Task to complete — Once the pictures are removed, output the remaining entries exactly as given.

========================================================================

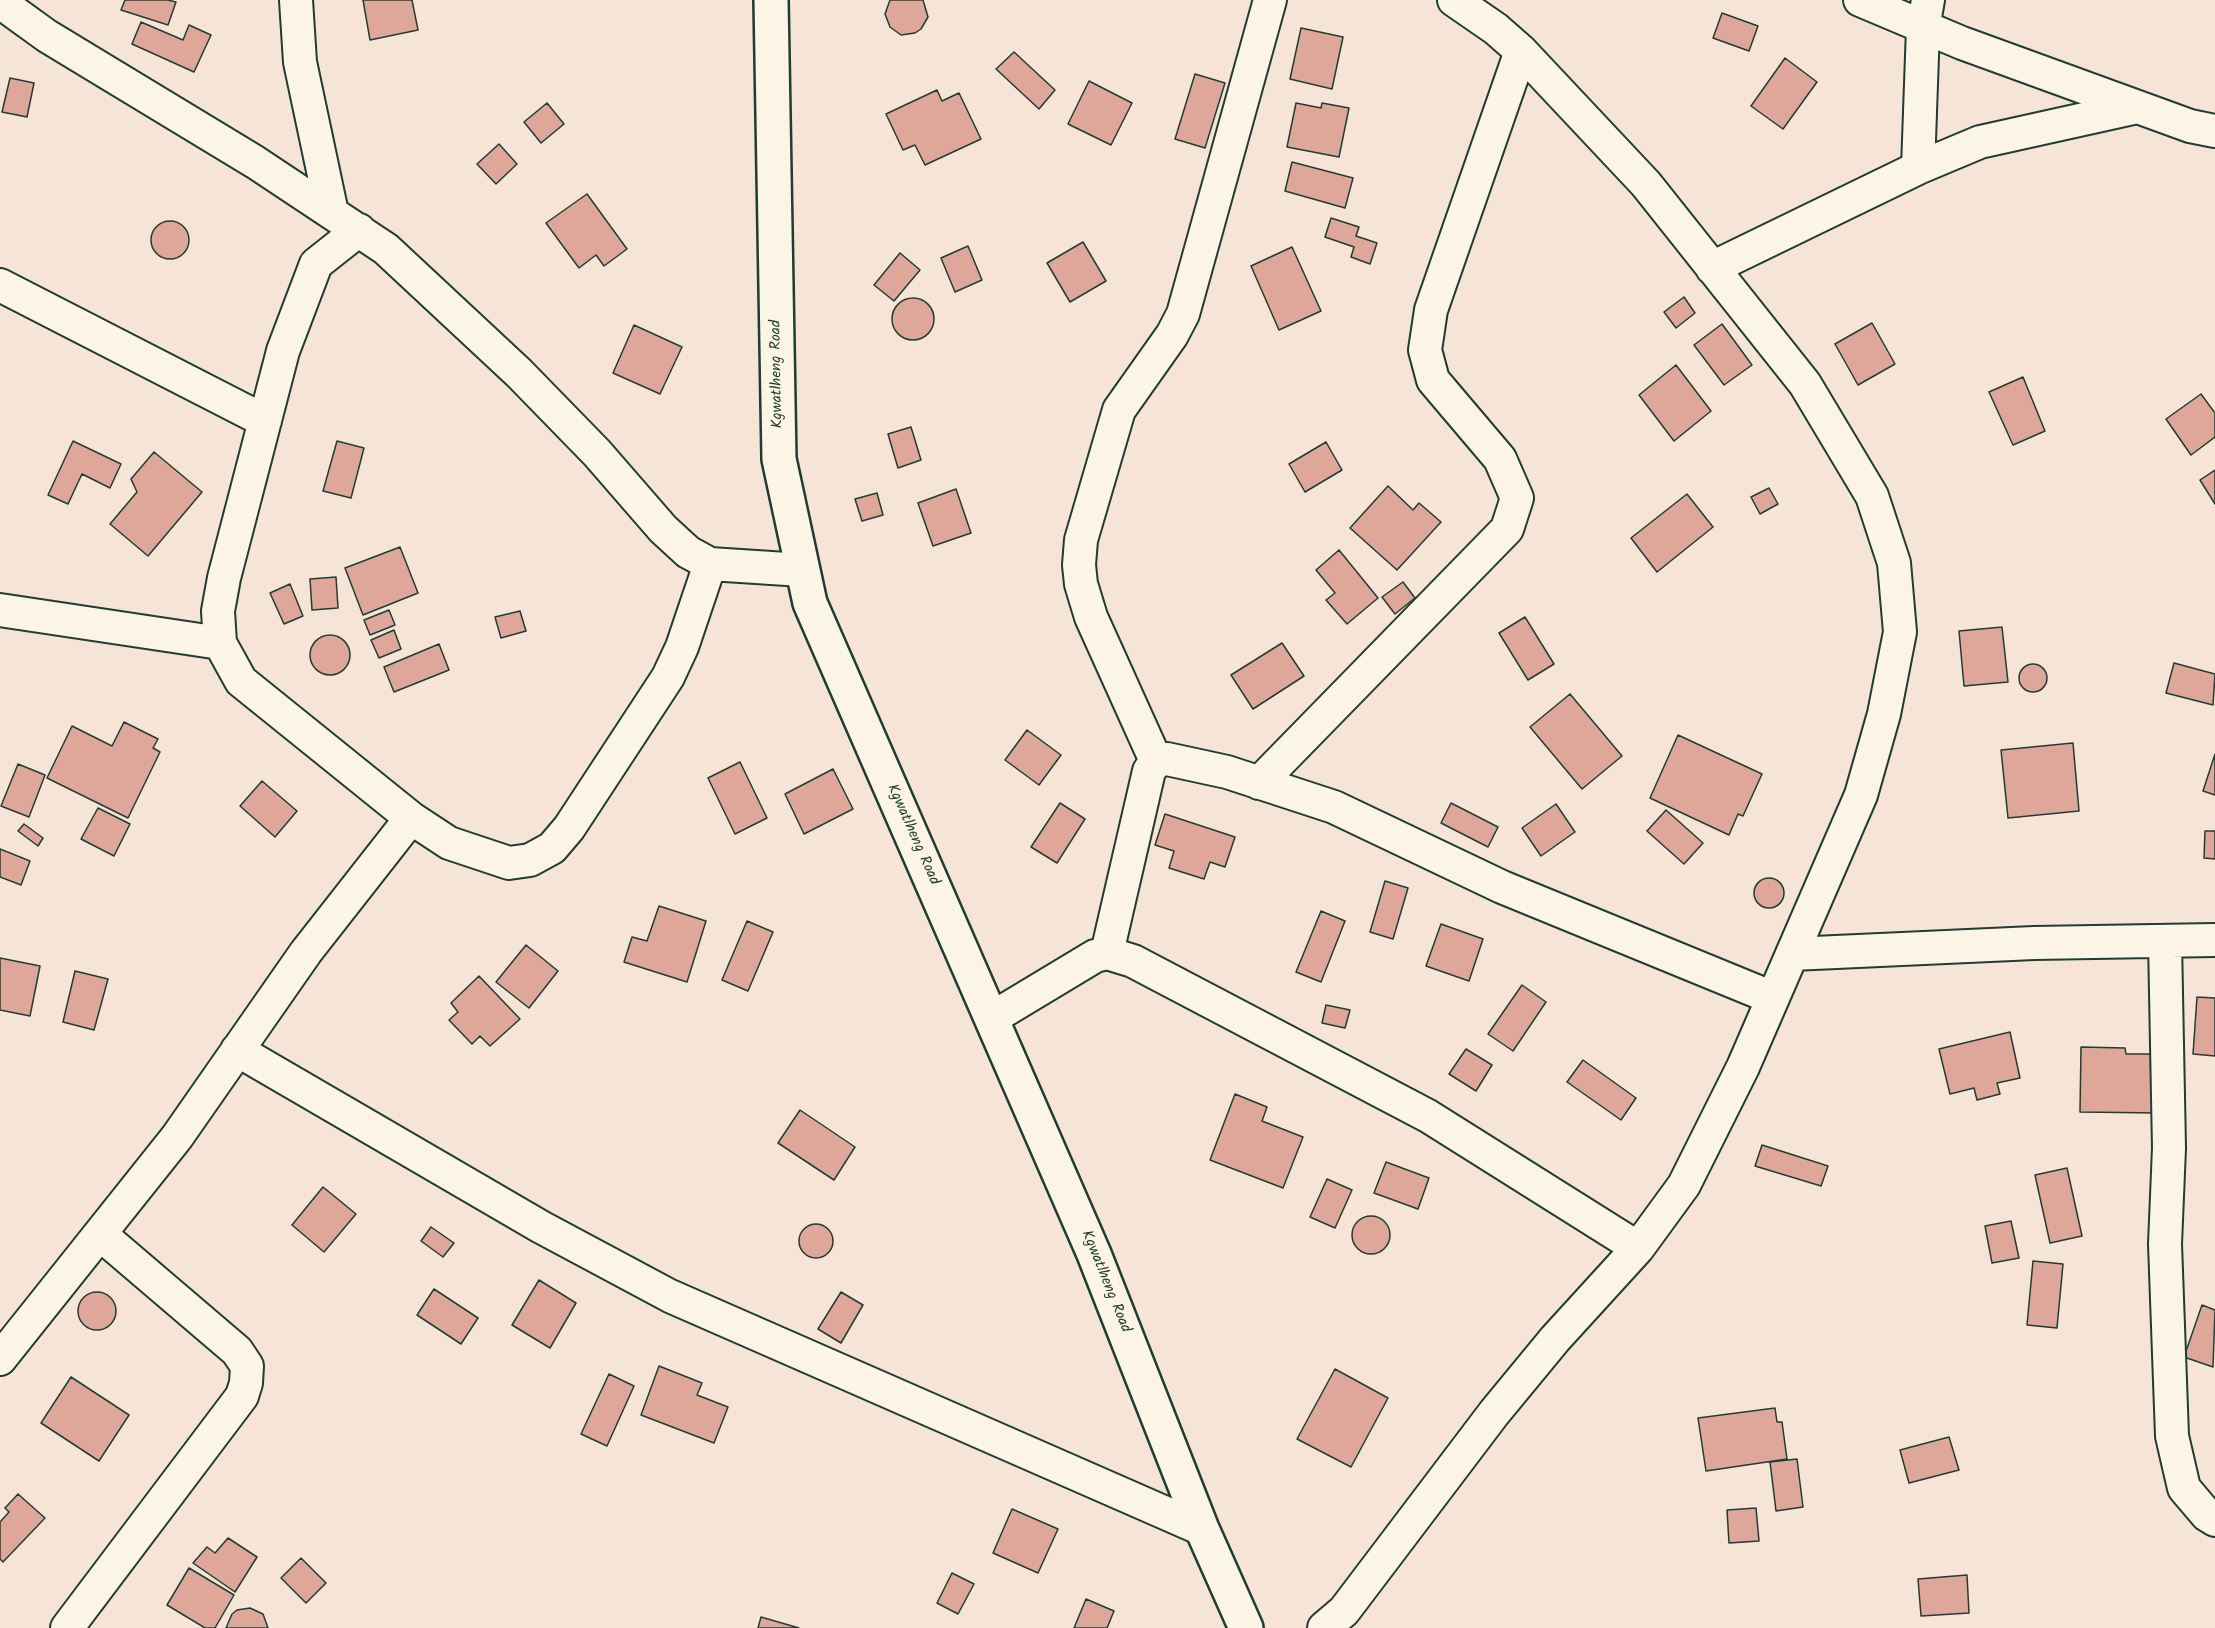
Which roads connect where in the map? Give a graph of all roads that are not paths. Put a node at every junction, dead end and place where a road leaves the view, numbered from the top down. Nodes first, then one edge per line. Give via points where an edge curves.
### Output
1 (296, 0) edge
2 (771, 0) edge
3 (1270, 0) edge
4 (1454, 0) edge
5 (1860, 0) edge
6 (0, 2) edge
7 (1926, 14) edge
8 (1521, 51) junction
9 (2138, 107) junction
10 (2215, 131) edge
11 (1918, 168) junction
12 (332, 213) junction
13 (359, 230) junction
14 (1712, 267) junction
15 (0, 285) edge
16 (265, 421) junction
17 (710, 564) junction
18 (802, 570) junction
19 (0, 609) edge
20 (220, 643) junction
21 (1156, 761) junction
22 (1259, 783) junction
23 (411, 818) junction
24 (2215, 940) edge
25 (2165, 941) junction
26 (1107, 953) junction
27 (1792, 954) junction
28 (1773, 998) junction
29 (992, 1018) junction
30 (237, 1050) junction
31 (100, 1234) junction
32 (1638, 1248) junction
33 (0, 1359) edge
34 (2215, 1520) edge
35 (1202, 1529) junction
36 (66, 1628) edge
37 (1246, 1628) edge
38 (1324, 1628) edge

1 - 12 street via 300,62
2 - 18 street, Kgwatlheng Road via 779,459
3 - 21 street via 1183,314 1119,410 1082,540 1081,584 1091,617
4 - 8 street
5 - 7 street
6 - 12 street via 47,36
7 - 9 street
7 - 11 street
8 - 14 street via 1646,184
8 - 22 street via 1431,310 1425,350 1432,380 1500,459 1516,498 1507,529
9 - 10 street
9 - 11 street via 1980,142
11 - 14 street
12 - 13 street
13 - 16 street via 316,264 283,351
13 - 17 street via 386,249 519,373 597,453 663,529 688,552
14 - 27 street via 1805,384 1872,496 1894,563 1900,632 1884,714 1861,795
15 - 16 street
16 - 20 street via 224,578 218,611
17 - 18 street
17 - 23 street via 668,677 552,848 530,860 509,862 449,843
18 - 29 street, Kgwatlheng Road via 810,603
19 - 20 street
20 - 23 street via 241,681
21 - 22 street via 1167,759
21 - 26 street via 1149,771
22 - 28 street via 1334,807 1502,887
23 - 30 street via 349,895
24 - 25 street
25 - 27 street
25 - 34 street via 2169,1148 2165,1244 2172,1436 2184,1488
26 - 29 street via 1095,956
26 - 32 street via 1133,961 1428,1116
27 - 28 street
28 - 32 street via 1684,1185
29 - 35 street, Kgwatlheng Road via 1094,1254
30 - 31 street via 177,1137
30 - 35 street via 541,1227 670,1296
31 - 33 street
31 - 36 street via 237,1351 247,1366 246,1383 242,1396
32 - 38 street via 1494,1413 1344,1611
35 - 37 street, Kgwatlheng Road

========================================================================

Response to this task —
Which roads connect where in the map? Give a graph of all roads that are not paths. Put a node at every junction, dead end and place where a road leaves the view, numbered from the top down. Nodes first, then one edge per line. Give via points where an edge curves.
### Output
1 (296, 0) edge
2 (771, 0) edge
3 (1270, 0) edge
4 (1454, 0) edge
5 (1860, 0) edge
6 (0, 2) edge
7 (1926, 14) edge
8 (1521, 51) junction
9 (2138, 107) junction
10 (2215, 131) edge
11 (1918, 168) junction
12 (332, 213) junction
13 (359, 230) junction
14 (1712, 267) junction
15 (0, 285) edge
16 (265, 421) junction
17 (710, 564) junction
18 (802, 570) junction
19 (0, 609) edge
20 (220, 643) junction
21 (1156, 761) junction
22 (1259, 783) junction
23 (411, 818) junction
24 (2215, 940) edge
25 (2165, 941) junction
26 (1107, 953) junction
27 (1792, 954) junction
28 (1773, 998) junction
29 (992, 1018) junction
30 (237, 1050) junction
31 (100, 1234) junction
32 (1638, 1248) junction
33 (0, 1359) edge
34 (2215, 1520) edge
35 (1202, 1529) junction
36 (66, 1628) edge
37 (1246, 1628) edge
38 (1324, 1628) edge

1 - 12 street via 300,62
2 - 18 street, Kgwatlheng Road via 779,459
3 - 21 street via 1183,314 1119,410 1082,540 1081,584 1091,617
4 - 8 street
5 - 7 street
6 - 12 street via 47,36
7 - 9 street
7 - 11 street
8 - 14 street via 1646,184
8 - 22 street via 1431,310 1425,350 1432,380 1500,459 1516,498 1507,529
9 - 10 street
9 - 11 street via 1980,142
11 - 14 street
12 - 13 street
13 - 16 street via 316,264 283,351
13 - 17 street via 386,249 519,373 597,453 663,529 688,552
14 - 27 street via 1805,384 1872,496 1894,563 1900,632 1884,714 1861,795
15 - 16 street
16 - 20 street via 224,578 218,611
17 - 18 street
17 - 23 street via 668,677 552,848 530,860 509,862 449,843
18 - 29 street, Kgwatlheng Road via 810,603
19 - 20 street
20 - 23 street via 241,681
21 - 22 street via 1167,759
21 - 26 street via 1149,771
22 - 28 street via 1334,807 1502,887
23 - 30 street via 349,895
24 - 25 street
25 - 27 street
25 - 34 street via 2169,1148 2165,1244 2172,1436 2184,1488
26 - 29 street via 1095,956
26 - 32 street via 1133,961 1428,1116
27 - 28 street
28 - 32 street via 1684,1185
29 - 35 street, Kgwatlheng Road via 1094,1254
30 - 31 street via 177,1137
30 - 35 street via 541,1227 670,1296
31 - 33 street
31 - 36 street via 237,1351 247,1366 246,1383 242,1396
32 - 38 street via 1494,1413 1344,1611
35 - 37 street, Kgwatlheng Road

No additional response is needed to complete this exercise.